The United States is a leader in this growing “bioeconomy.” The President’s Investing in America agenda, including the American Rescue Plan, the Bipartisan Infrastructure Law, the CHIPS and Science Act, and the Inflation Reduction Act, are helping to maintain the nation’s leadership. Since the beginning of the Biden-Harris Administration, private companies have announced $470 billion in manufacturing and clean energy investments—including in biomanufacturing. But we need to continue to act to remain competitive as other countries are positioning themselves to become the world’s resource for biotechnology solutions and bio-based products.
That is why President Biden signed the Executive Order (E.O. 14081)4 that launched a National Biotechnology and Biomanufacturing Initiative in September 2022. This initiative aims to ensure that cutting-edge products resulting from biotechnology invented in the United States are manufactured in the United States. By doing so, we will create jobs at home, build stronger supply chains, and lower prices for American families. However, this initiative will only succeed if our nation has a skilled and diverse workforce to meet the needs of the growing bioeconomy today and into the future. Studies and stakeholder consultations demonstrate: 1) consistent growth in the bioeconomy; 2) increasing demand for talent for many bioeconomy occupations requiring a wide range of skills and post-secondary credentials—including many that do not require a four-year college degree; and 3) a need to remove barriers for students and workers—particularly those who have been underrepresented in the bioeconomy — to prepare for, secure, and advance in good jobs and careers in biotechnology and biomanufacturing. Research and consultations also emphasize that to build a skilled and diverse workforce for the bioeconomy, collaboration across government, business, unions, community-based organizations, community colleges, and other stakeholders is essential. No one entity can meet this need alone.
This report—developed by the Office of Science and Technology Policy (OSTP), Domestic Policy Council (DPC), Department of Commerce (DOC), Department of Labor (DOL), Department of Education (ED), and the National Science Foundation (NSF) in collaboration with other agencies—outlines a plan for expanding education and training opportunities for biotechnology and biomanufacturing in the United States.
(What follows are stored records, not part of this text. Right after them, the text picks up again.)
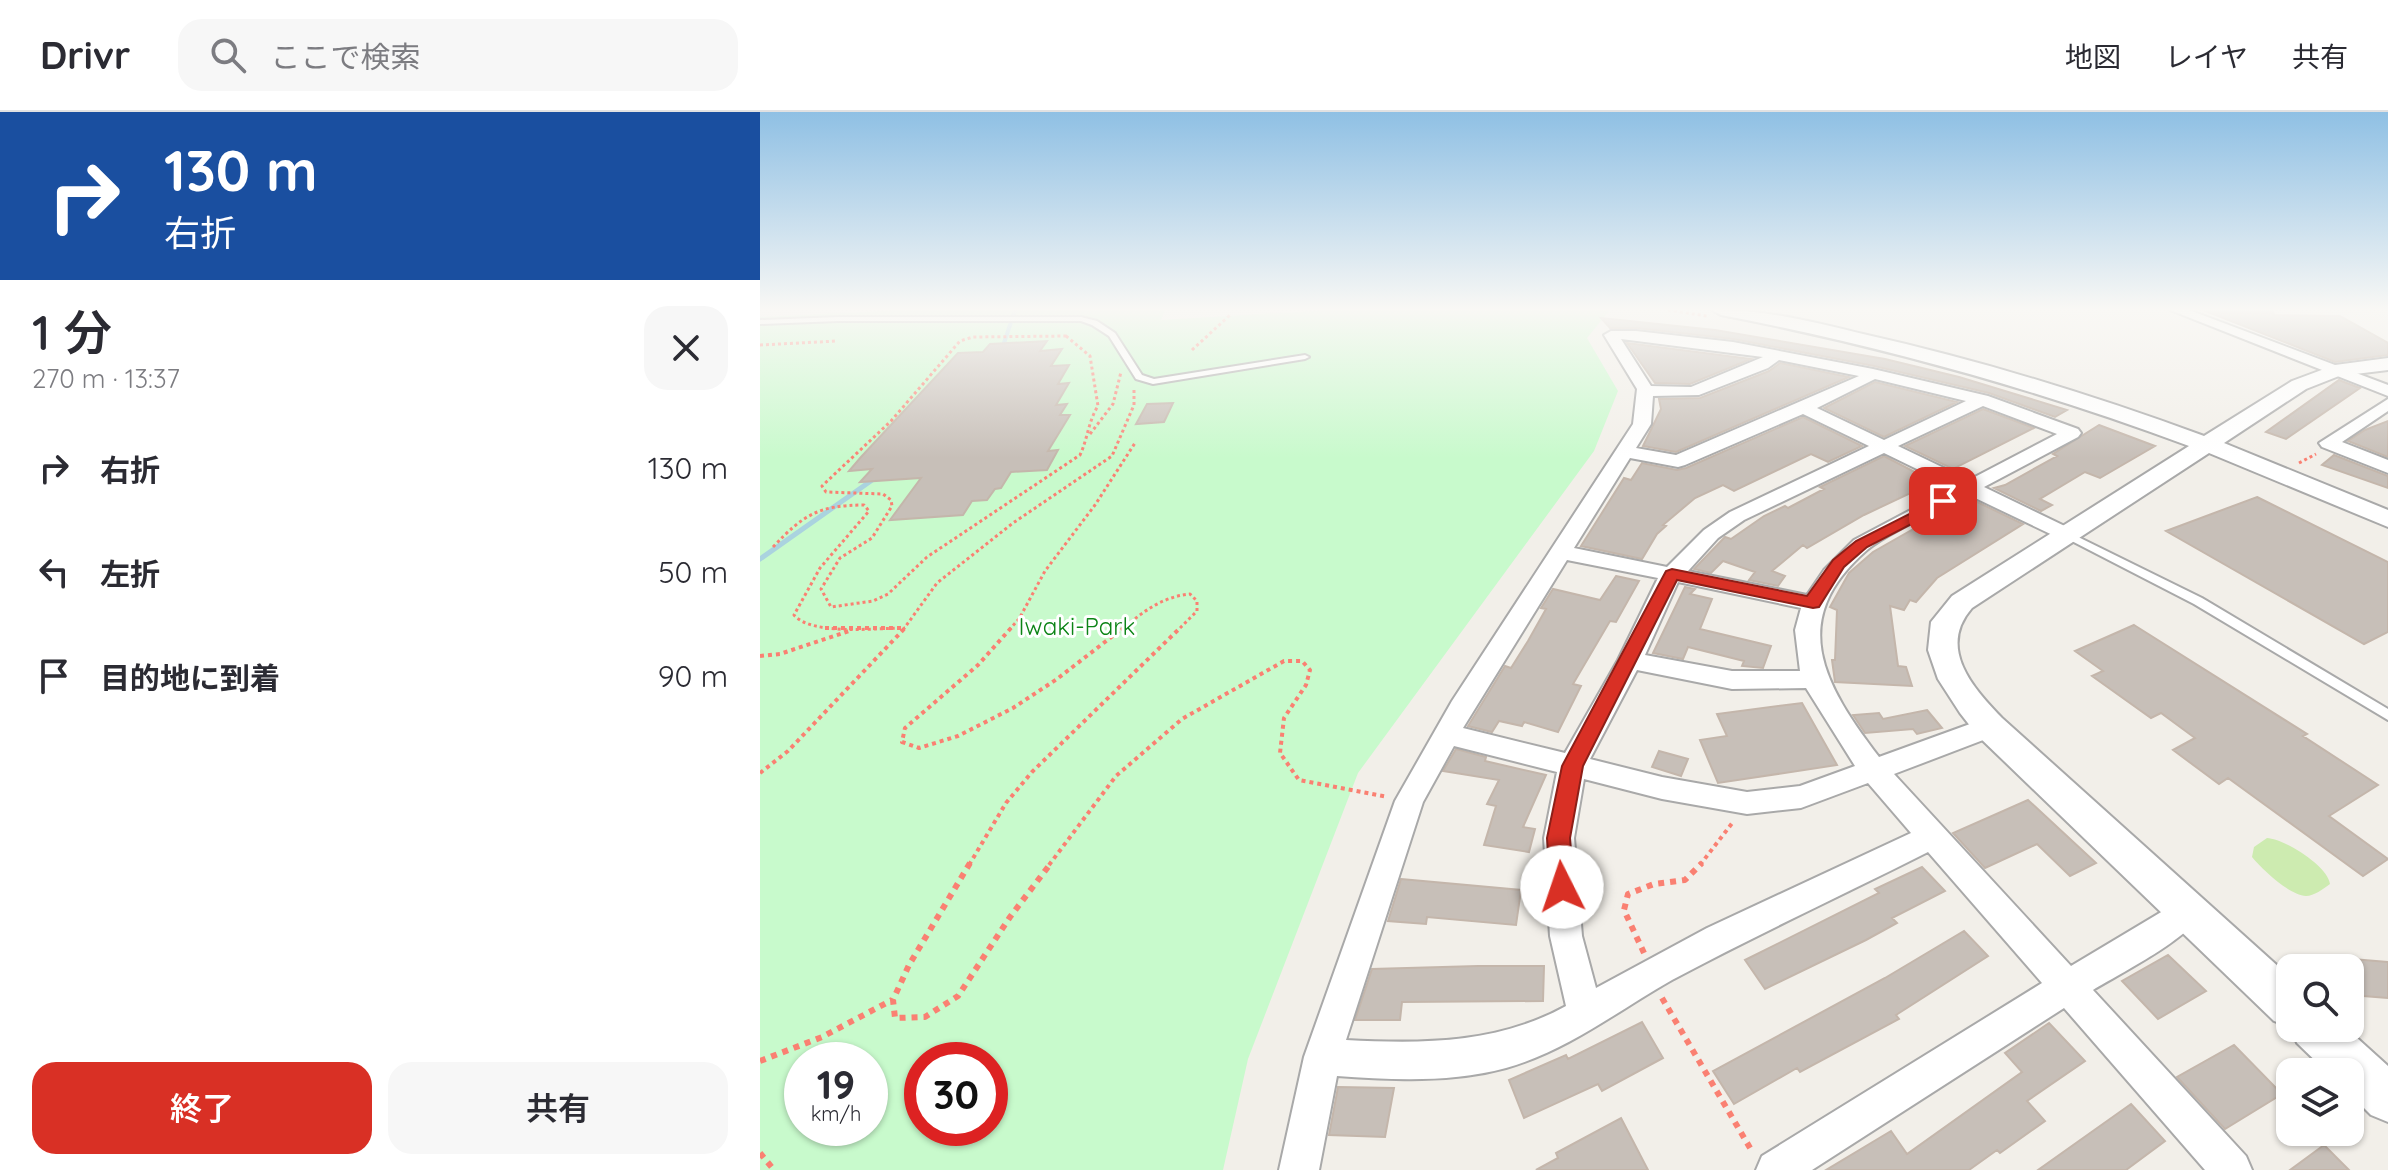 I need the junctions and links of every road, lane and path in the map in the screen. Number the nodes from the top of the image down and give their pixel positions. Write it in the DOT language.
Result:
graph roads {
  1 [pos="944,359"];
  2 [pos="1091,359"];
  3 [pos="1291,359"];
  4 [pos="1626,359"];
  5 [pos="1770,359"];
  6 [pos="1799,359"];
  7 [pos="1947,359"];
  8 [pos="1978,359"];
  9 [pos="2305,359"];
  10 [pos="1130,362"];
  11 [pos="2388,364"];
  12 [pos="2335,371"];
  13 [pos="1135,372"];
  14 [pos="1873,374"];
  15 [pos="1646,391"];
  16 [pos="2388,391"];
  17 [pos="1982,400"];
  18 [pos="2388,404"];
  19 [pos="1804,408"];
  20 [pos="2366,416"];
  21 [pos="2388,425"];
  22 [pos="1089,436"];
  23 [pos="2214,442"];
  24 [pos="1135,443"];
  25 [pos="1885,446"];
  26 [pos="1627,452"];
  27 [pos="2388,467"];
  28 [pos="1970,487"];
  29 [pos="2388,507"];
  30 [pos="2388,519"];
  31 [pos="2068,535"];
  32 [pos="773,547"];
  33 [pos="1561,552"];
  34 [pos="1672,574"];
  35 [pos="1813,603"];
  36 [pos="858,628"];
  37 [pos="905,628"];
  38 [pos="760,656"];
  39 [pos="1630,660"];
  40 [pos="1813,679"];
  41 [pos="2388,715"];
  42 [pos="1990,727"];
  43 [pos="1447,734"];
  44 [pos="1572,766"];
  45 [pos="1874,771"];
  46 [pos="760,773"];
  47 [pos="1409,801"];
  48 [pos="1747,803"];
  49 [pos="1933,836"];
  50 [pos="2188,910"];
  51 [pos="1653,974"];
  52 [pos="2066,987"];
  53 [pos="2276,993"];
  54 [pos="893,1000"];
  55 [pos="1586,1015"];
  56 [pos="2328,1042"];
  57 [pos="1322,1057"];
  58 [pos="760,1061"];
  59 [pos="2388,1098"];
  60 [pos="760,1153"];
  61 [pos="1766,1164"];
  62 [pos="774,1170"];
  63 [pos="1299,1170"];
  64 [pos="2232,1170"];
  1 -- 22 [label="path"];
  2 -- 22 [label="path"];
  3 -- 13 [label="lane"];
  4 -- 15 [label="street"];
  5 -- 15 [label="street"];
  6 -- 14 [label="street"];
  7 -- 23 [label="street"];
  8 -- 23 [label="street"];
  9 -- 12 [label="street"];
  10 -- 13 [label="lane"];
  10 -- 22 [label="path"];
  11 -- 12 [label="street"];
  12 -- 16 [label="street"];
  12 -- 23 [label="street"];
  13 -- 37 [label="path"];
  14 -- 17 [label="street"];
  14 -- 19 [label="street"];
  15 -- 26 [label="street"];
  17 -- 25 [label="street"];
  17 -- 28 [label="street"];
  18 -- 20 [label="street"];
  19 -- 25 [label="street"];
  19 -- 26 [label="street"];
  20 -- 21 [label="street"];
  20 -- 27 [label="street"];
  23 -- 29 [label="street"];
  23 -- 30 [label="street"];
  23 -- 31 [label="street"];
  24 -- 54 [label="path"];
  25 -- 28 [label="street"];
  25 -- 34 [label="street"];
  26 -- 33 [label="street"];
  28 -- 31 [label="street"];
  28 -- 35 [label="street"];
  31 -- 41 [label="lane"];
  31 -- 42 [label="street"];
  32 -- 36 [label="path"];
  33 -- 34 [label="street"];
  33 -- 43 [label="street"];
  34 -- 35 [label="street"];
  34 -- 39 [label="street"];
  35 -- 40 [label="street"];
  36 -- 37 [label="path"];
  36 -- 38 [label="path"];
  37 -- 46 [label="path"];
  39 -- 40 [label="street"];
  39 -- 44 [label="street"];
  40 -- 45 [label="street"];
  42 -- 45 [label="street"];
  42 -- 50 [label="street"];
  43 -- 44 [label="street"];
  43 -- 47 [label="street"];
  44 -- 48 [label="street"];
  44 -- 55 [label="street"];
  45 -- 48 [label="street"];
  45 -- 49 [label="street"];
  47 -- 54 [label="path"];
  47 -- 57 [label="street"];
  48 -- 51 [label="path"];
  49 -- 51 [label="street"];
  49 -- 52 [label="street"];
  50 -- 52 [label="street"];
  50 -- 53 [label="street"];
  51 -- 55 [label="street"];
  51 -- 61 [label="path"];
  52 -- 61 [label="street"];
  52 -- 64 [label="street"];
  54 -- 58 [label="path"];
  55 -- 57 [label="street"];
  56 -- 59 [label="street"];
  57 -- 63 [label="street"];
  60 -- 62 [label="path"];
}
It refers to the broad set of occupations in biotechnology and biomanufacturing as the “bioworkforce.” The goals of the plan are to ensure that:
- U.S. education and training programs can meet the rapidly changing skill needs for good jobs and careers in the bioeconomy and increasing demand for workers;
- A diverse pipeline of workers, including women, people of color, people living in rural communities, individuals with disabilities, justice-involved individuals, individuals returning to the workforce, and others underrepresented in emerging fields, can prepare for, secure, and advance in good bioeconomy jobs and careers;
- Federal resources are directed at evidence-based education and training approaches that advance equity.
This plan presents the following core recommendations, along with select new and ongoing actions that the Administration is taking and will take—in collaboration with employers; unions; state, local and Tribal governments; high schools; institutions of higher education; industry associations; and other stakeholders.
- Expand and diversify the talent pool for biotechnology and biomanufacturing jobs and careers to promote innovation and advance equity.
- Strengthen worker-centered sector strategies and other partnerships between employers, labor organizations, community colleges, and other training providers to grow and diversify the bioworkforce.
- Develop and rigorously evaluate innovative approaches to education and training for biotechnology and biomanufacturing jobs and careers, scaling and promoting those found to be most effective.
- Partner with state, local, and Tribal governments, education and training providers, bioscience associations, unions and other worker-serving organizations, and other stakeholders to raise awareness about the promise and potential of careers in the bioworkforce.
- Improve data and analytic capacity and cross-sector collaboration to advance equity and support effective workforce development—including the development of industry-recognized credentials and competency models.
Over the coming months and years, the interagency working group—led by OSTP, DPC, ED,DOL, and DOC—will continue to push this work forward—including identifying and undertaking new actions in support of this plan’s goals as opportunities arise. Consistent with the E.O., the group will provide a report on progress to the President within the next two years.